* **Task prompt**:
If a record contains a picture, skip the picture and transcribe the rest exactly.

* **Data provided**:
►
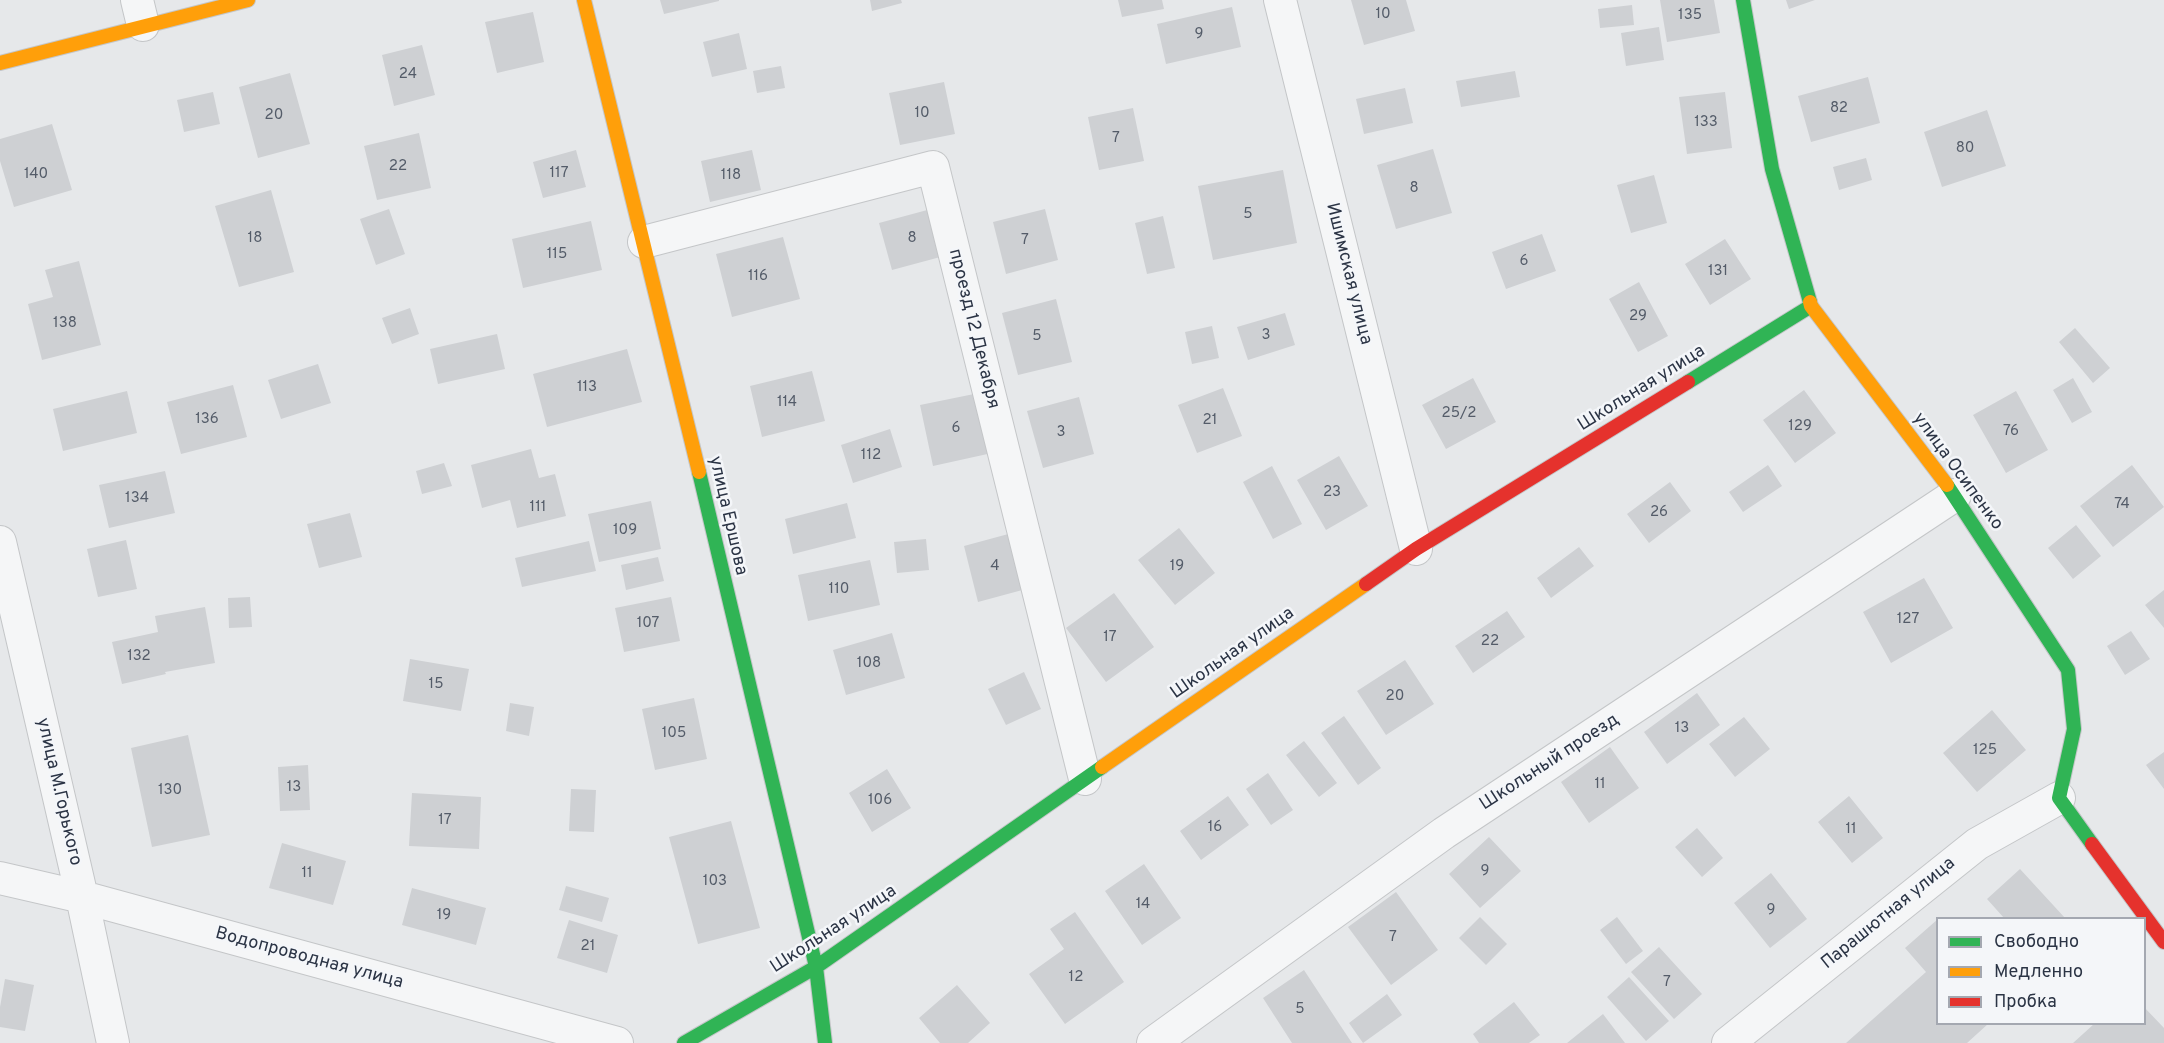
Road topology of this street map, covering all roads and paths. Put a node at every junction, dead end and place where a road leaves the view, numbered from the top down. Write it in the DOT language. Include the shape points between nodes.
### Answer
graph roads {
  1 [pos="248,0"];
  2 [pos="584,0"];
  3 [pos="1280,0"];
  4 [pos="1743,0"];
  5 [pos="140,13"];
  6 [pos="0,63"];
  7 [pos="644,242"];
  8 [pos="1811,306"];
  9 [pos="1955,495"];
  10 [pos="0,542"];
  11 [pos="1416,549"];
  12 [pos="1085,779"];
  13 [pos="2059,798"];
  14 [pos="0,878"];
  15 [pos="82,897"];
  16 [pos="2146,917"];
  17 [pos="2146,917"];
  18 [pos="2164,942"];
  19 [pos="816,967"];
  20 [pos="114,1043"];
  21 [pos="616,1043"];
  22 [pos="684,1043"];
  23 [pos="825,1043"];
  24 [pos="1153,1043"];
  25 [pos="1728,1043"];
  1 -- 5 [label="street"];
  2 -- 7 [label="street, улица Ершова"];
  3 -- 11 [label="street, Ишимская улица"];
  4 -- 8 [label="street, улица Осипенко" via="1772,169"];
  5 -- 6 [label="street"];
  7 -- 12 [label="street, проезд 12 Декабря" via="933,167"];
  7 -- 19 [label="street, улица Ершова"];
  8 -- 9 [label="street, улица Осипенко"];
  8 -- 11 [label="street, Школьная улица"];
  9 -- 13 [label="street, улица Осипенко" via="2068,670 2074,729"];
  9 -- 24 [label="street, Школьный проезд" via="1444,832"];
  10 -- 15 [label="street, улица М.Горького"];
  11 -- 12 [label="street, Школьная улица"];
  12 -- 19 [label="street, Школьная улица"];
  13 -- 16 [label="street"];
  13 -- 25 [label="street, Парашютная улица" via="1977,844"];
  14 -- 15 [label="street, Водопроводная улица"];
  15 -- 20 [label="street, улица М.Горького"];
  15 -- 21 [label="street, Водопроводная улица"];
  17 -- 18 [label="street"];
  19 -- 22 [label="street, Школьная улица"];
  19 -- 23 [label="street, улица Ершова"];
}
◄
* **Task solution**:
Road topology of this street map, covering all roads and paths. Put a node at every junction, dead end and place where a road leaves the view, numbered from the top down. Write it in the DOT language. Include the shape points between nodes.
### Answer
graph roads {
  1 [pos="248,0"];
  2 [pos="584,0"];
  3 [pos="1280,0"];
  4 [pos="1743,0"];
  5 [pos="140,13"];
  6 [pos="0,63"];
  7 [pos="644,242"];
  8 [pos="1811,306"];
  9 [pos="1955,495"];
  10 [pos="0,542"];
  11 [pos="1416,549"];
  12 [pos="1085,779"];
  13 [pos="2059,798"];
  14 [pos="0,878"];
  15 [pos="82,897"];
  16 [pos="2146,917"];
  17 [pos="2146,917"];
  18 [pos="2164,942"];
  19 [pos="816,967"];
  20 [pos="114,1043"];
  21 [pos="616,1043"];
  22 [pos="684,1043"];
  23 [pos="825,1043"];
  24 [pos="1153,1043"];
  25 [pos="1728,1043"];
  1 -- 5 [label="street"];
  2 -- 7 [label="street, улица Ершова"];
  3 -- 11 [label="street, Ишимская улица"];
  4 -- 8 [label="street, улица Осипенко" via="1772,169"];
  5 -- 6 [label="street"];
  7 -- 12 [label="street, проезд 12 Декабря" via="933,167"];
  7 -- 19 [label="street, улица Ершова"];
  8 -- 9 [label="street, улица Осипенко"];
  8 -- 11 [label="street, Школьная улица"];
  9 -- 13 [label="street, улица Осипенко" via="2068,670 2074,729"];
  9 -- 24 [label="street, Школьный проезд" via="1444,832"];
  10 -- 15 [label="street, улица М.Горького"];
  11 -- 12 [label="street, Школьная улица"];
  12 -- 19 [label="street, Школьная улица"];
  13 -- 16 [label="street"];
  13 -- 25 [label="street, Парашютная улица" via="1977,844"];
  14 -- 15 [label="street, Водопроводная улица"];
  15 -- 20 [label="street, улица М.Горького"];
  15 -- 21 [label="street, Водопроводная улица"];
  17 -- 18 [label="street"];
  19 -- 22 [label="street, Школьная улица"];
  19 -- 23 [label="street, улица Ершова"];
}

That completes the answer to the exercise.